I'm sorry. I'm looking for a way to send files from my machine to my sister's machine on the same network. She's not very tech literate and I want to make it as easy as possible for her. I'd like a software solution. i thought about a private torrent but it seems impractical.
Maybe try localsend
This will work. I completely overlooked this one. Thank you!
Click on Network in your file browser, find Sis's machine, see if she has a smb share. If not, go get her / you share a folder. Drill down on her machine, find folder, drop files.
You might say what OS / DE you're using and she's using...
We're both using CachyOS with KDE Plasma. I found a solution though, Thank you!
I found a solution though
Give us the solution then.
I said it in another comment. LocalSend will fit my use case perfectly.
Syncthing if you need a common folder that auto updates between you both
If you're looking for something that's easy to use, you could try LocalSend.
Take the drive out and put it in the other computer.
Or be patient and let it go overnight.
Good ol' rclone
I've used various tools for that, they kinda all work. A Windows network share, or just type in "ssh://user@IP" into the Nautilus file explorer and drag and drop. You can bookmark the address so you don't need to type it in the next time. If you do it on a regular basis you can alternatively configure a NFS share and the other computer's filesystem will look just like any other directory and you can copy files as usual. If you want to transfer terabytes of files or they're millions of small files and you want nice error messages and continuation if something goes wrong, it will be worth doing it with rsync. But you need to look up the parameters (or use a helper), there's a bunch or arguments needed to make it do the right thing.
In any case it should transfer roughly 4GB per minute if you have a Gigabit network. I'd say ~250GB per hour. Maybe a bit more or less. But all methods will do it at the same speed unless you tweak it, change compression on transfer...
On Ubuntu, just install gnome-user-share on one machine and now you have a Sharing>File Sharing section in Settings. It's point and click.

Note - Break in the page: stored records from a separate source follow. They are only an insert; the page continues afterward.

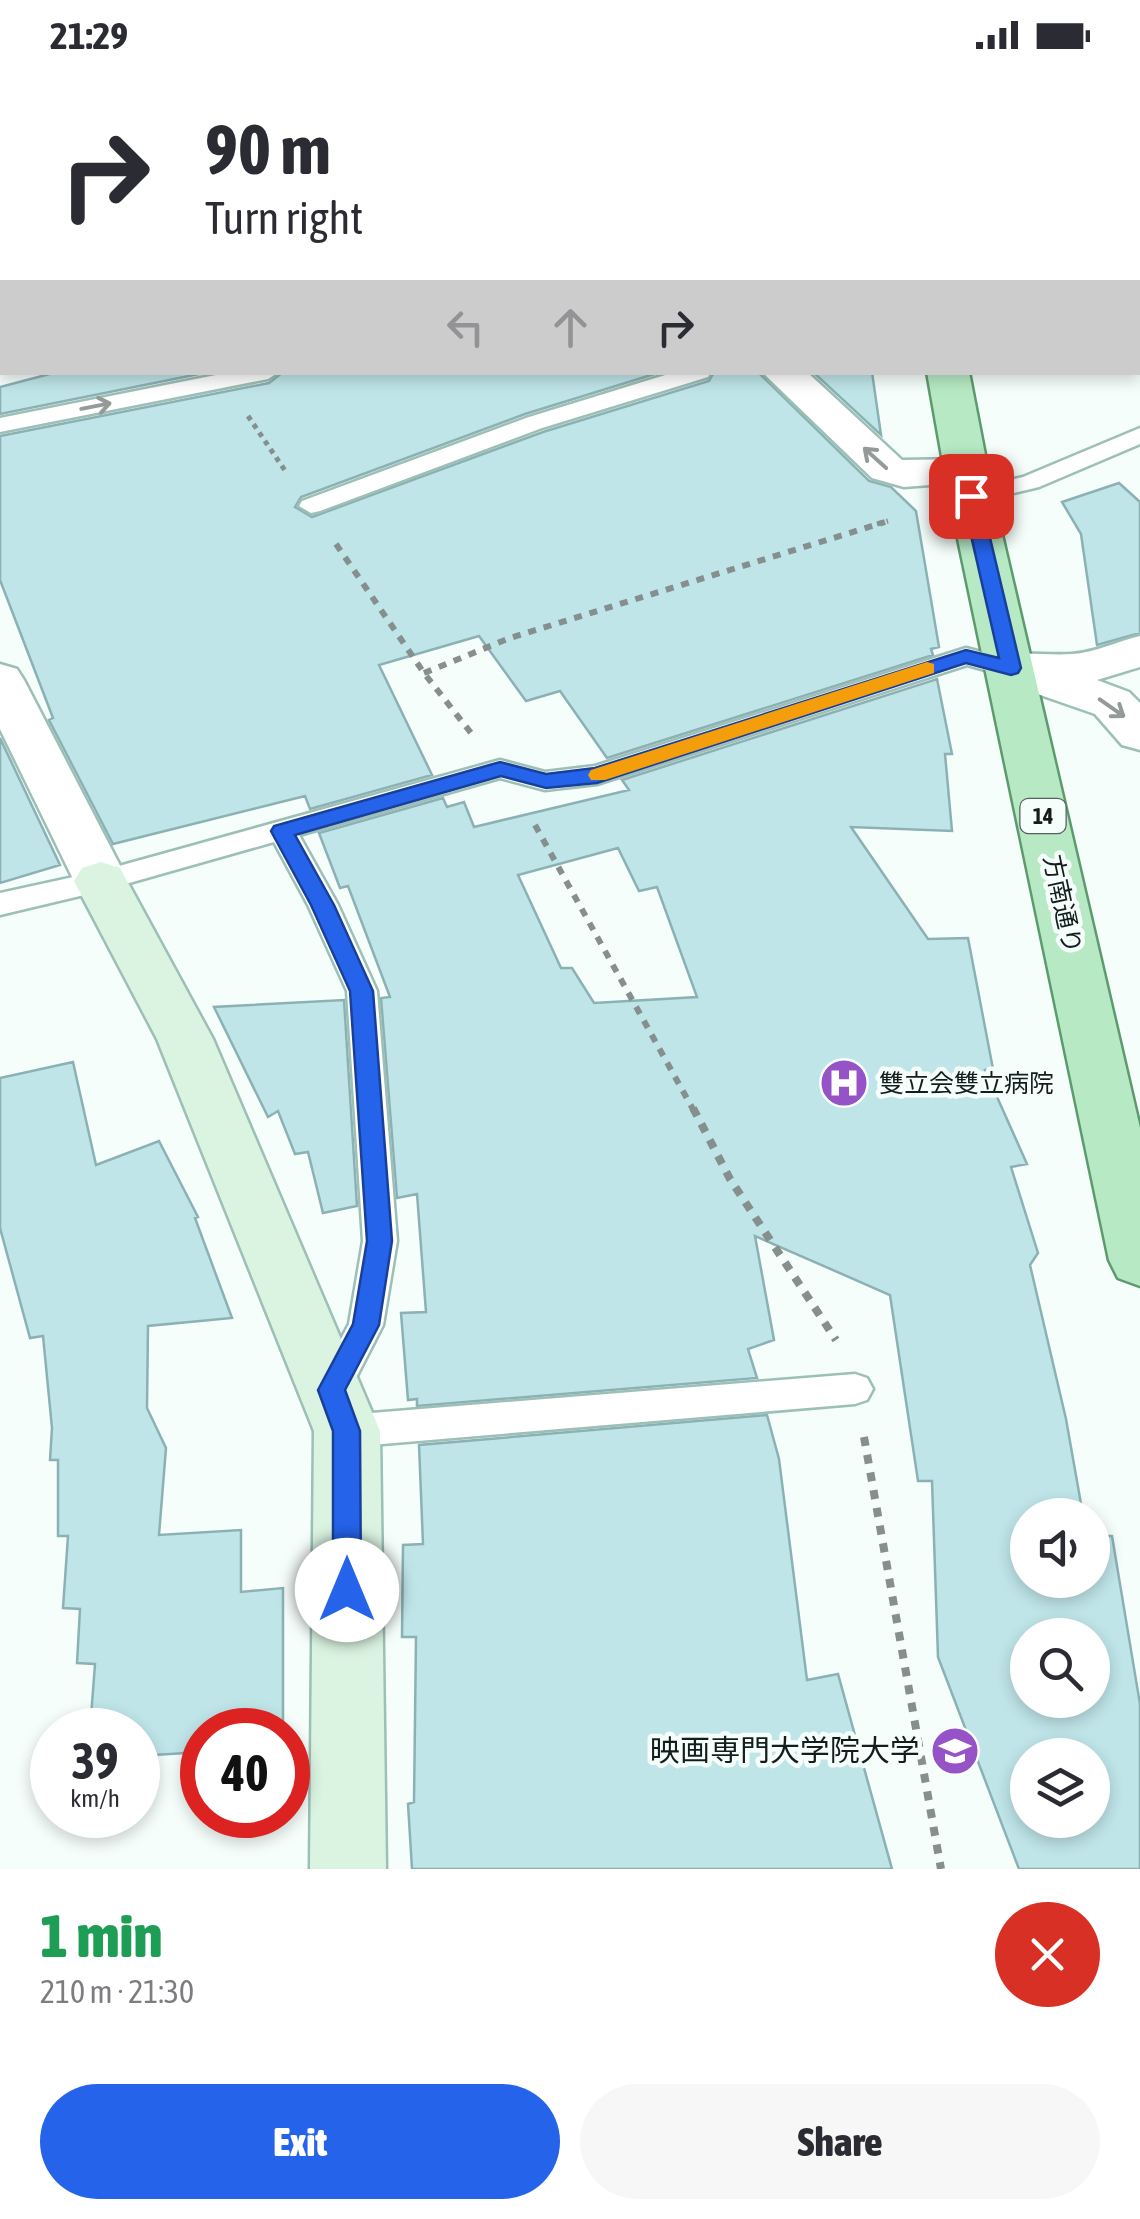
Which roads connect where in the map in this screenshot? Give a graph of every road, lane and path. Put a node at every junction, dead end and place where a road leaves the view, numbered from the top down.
1 (253, 375) edge
2 (690, 375) edge
3 (785, 375) edge
4 (949, 375) edge
5 (223, 381) junction
6 (0, 425) edge
7 (1140, 434) edge
8 (969, 484) junction
9 (311, 506) junction
10 (1140, 651) edge
11 (1011, 668) junction
12 (424, 673) junction
13 (0, 680) edge
14 (1140, 733) edge
15 (500, 769) junction
16 (282, 831) junction
17 (100, 881) junction
18 (0, 904) edge
19 (1140, 1260) edge
20 (855, 1389) junction
21 (339, 1411) junction
22 (348, 1869) edge
23 (941, 1869) edge

1 - 5 lane
2 - 9 lane
8 -> 3 street
4 - 8 main road, 方南通り / 14
6 -> 5 lane
5 - 9 path
7 - 8 lane
8 - 11 main road, 方南通り / 14
8 - 12 path
9 - 12 path
10 - 11 street
11 -> 14 street
11 - 15 lane
11 - 19 main road, 方南通り / 14
12 - 15 path
13 - 17 street
15 - 16 lane
15 - 20 path
16 - 17 lane
16 - 21 lane
17 - 18 lane
17 - 21 street
20 - 21 lane
20 - 23 path
21 - 22 street

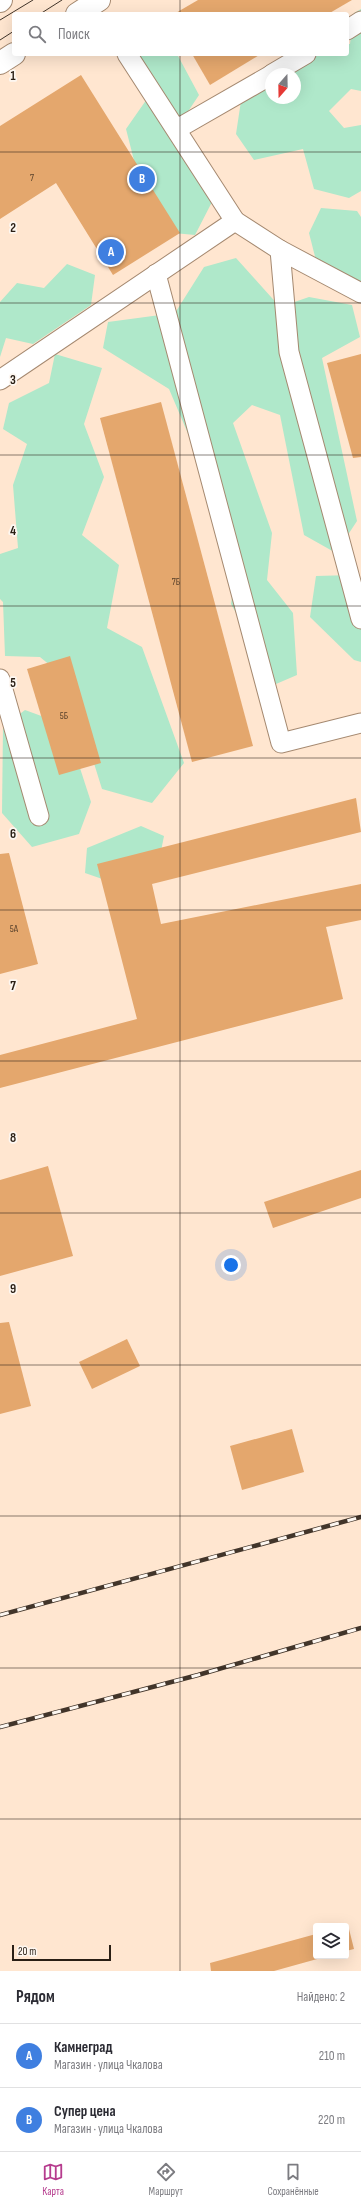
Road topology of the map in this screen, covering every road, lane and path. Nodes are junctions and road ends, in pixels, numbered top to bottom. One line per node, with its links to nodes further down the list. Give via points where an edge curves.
1 (361, 21): 2 (lane)
2 (349, 29)
3 (12, 55): 6 (main road)
4 (128, 56): 9 (lane)
5 (303, 56): 7 (lane)
6 (0, 63)
7 (282, 68)
8 (265, 78): 9 (lane)
9 (177, 130): 10 (lane)
10 (235, 221): 11 (lane); 12 (lane)
11 (280, 250): 13 (lane); 15 (lane, via 289,352)
12 (156, 274): 14 (lane); 17 (lane, via 281,743)
13 (361, 292)
14 (0, 380)
15 (361, 620)
16 (0, 679): 18 (lane)
17 (361, 723)
18 (39, 816)

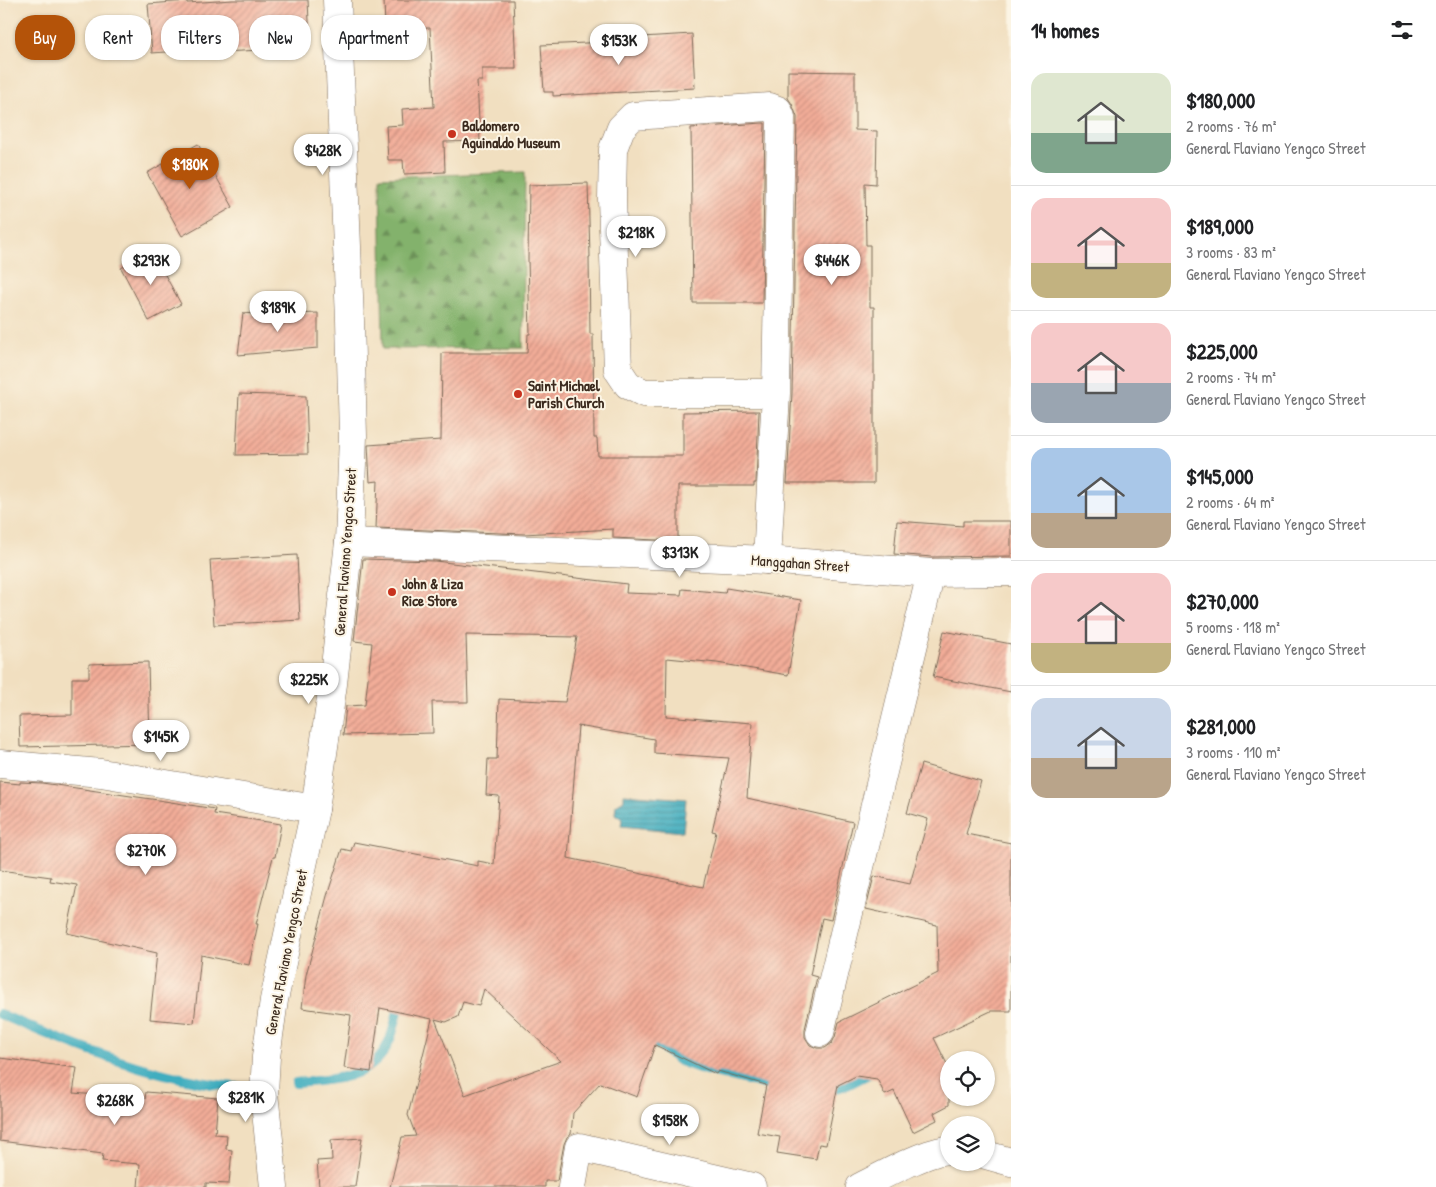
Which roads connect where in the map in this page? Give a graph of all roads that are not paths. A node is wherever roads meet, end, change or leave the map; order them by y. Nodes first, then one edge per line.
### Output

The best way? External drive. I mean, if they're on the same local network presumably you physically have access to both machines.
I would make sure both sides are using ZFS then transfer ZFS send/receive snapshot diffs.
The neat thing about ZFS is by its design it already has the known differences between source and destination, so calculating the diff is trivial. It can also stream blocks as fast as your drives can read them since it's not handling individual files but block streams.
Everything on the NAS.
Then network shares are the answer.
Depends on how large though, or how many files. But I think this would work for <80 gig stuff reliably.
You might have to zip it up beforehand if it's many small files.